As well as being Lammas Day, 1st August is also the anniversary of the death in 984 of Æthelwold, monastic reformer, educator, and influential Bishop of Winchester, under whose auspices this poem may have been composed. (Æthelwold has actually been suggested as a possible author of the Menologium.) To celebrate this pleasing coincidence, we can close by looking at how the month of August appears in another product of Æthelwold's Winchester: the Benedictional of St Æthelwold (BL Additional 49598). This manuscript of blessings, made for Æthelwold's own use, covers the cycle of the ecclesiastical year, and so here we are almost seeing how August might have looked through his eyes - how the month ahead might have been shaping up for the bishop at the beginning of August, in Winchester, around the year 980.

The blessings appointed for the feasts of August occupy ff. 101-105v of the Benedictional.
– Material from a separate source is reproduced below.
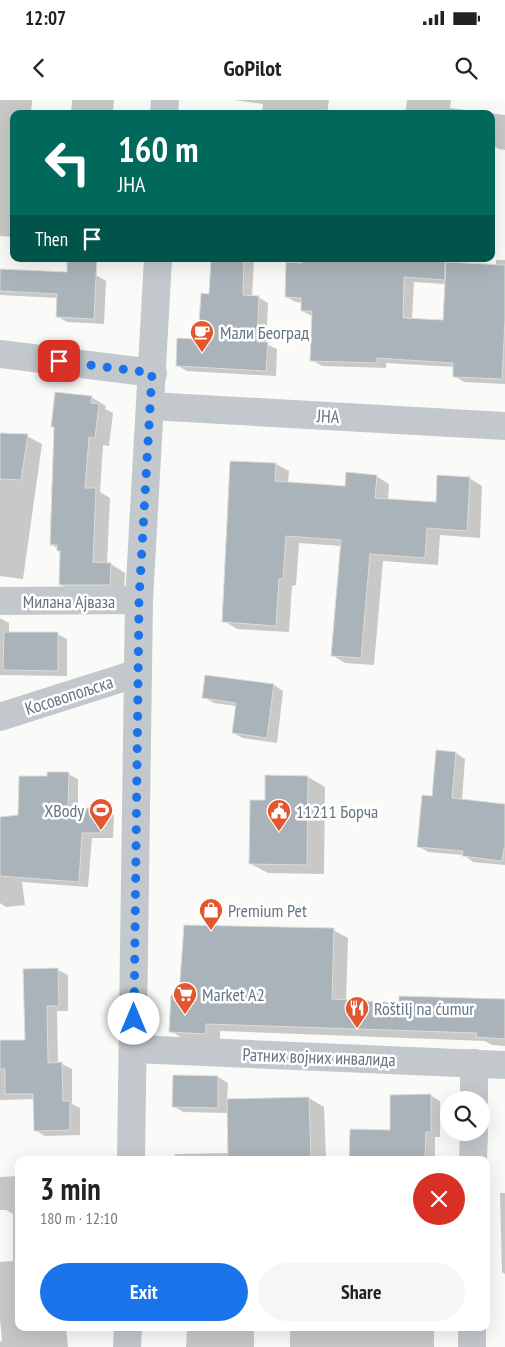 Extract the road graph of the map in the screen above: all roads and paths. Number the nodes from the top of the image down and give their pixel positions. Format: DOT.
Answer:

This manuscript shares with the Menologium a surprising lack of interest in the month of July (St Swithun and St Benedict excepted; perhaps the monks of Winchester went on holiday in the second half of July); so after St Benedict's Day on 11 July, we resume in early August with a blessing for the feast of St Lawrence:

mære diacon Laurentius, the August saint who was burned on a griddle...


And the Dormition of the Virgin, with the apostles below and angels above:


Swylce þæs ymb fif niht fægerust mægða,
wifa wuldor, sohte weroda god
for suna sibbe, sigefæstne ham
on neorxnawange; hæfde nergend þa
fægere fostorlean fæmnan forgolden
ece to ealdre.

'And five nights after this the fairest of maidens, glory of women, sought the Lord of Hosts because of kinship with her son, a victorious home in the fields of Paradise. The Saviour repaid the virgin for his fostering with a glorious reward, life in eternity.'

(The green foliate border seems particularly apt here, with the poem in mind!)

The blessing for St Bartholomew's Day, the wyrd welþungen:

And for the Beheading of John the Baptist:

4 comments:

  1. Many thanks for the "Lammas" notes, as I had been wondering if the 'La-' part included a 'Lady' reference, and if so, to what Feast!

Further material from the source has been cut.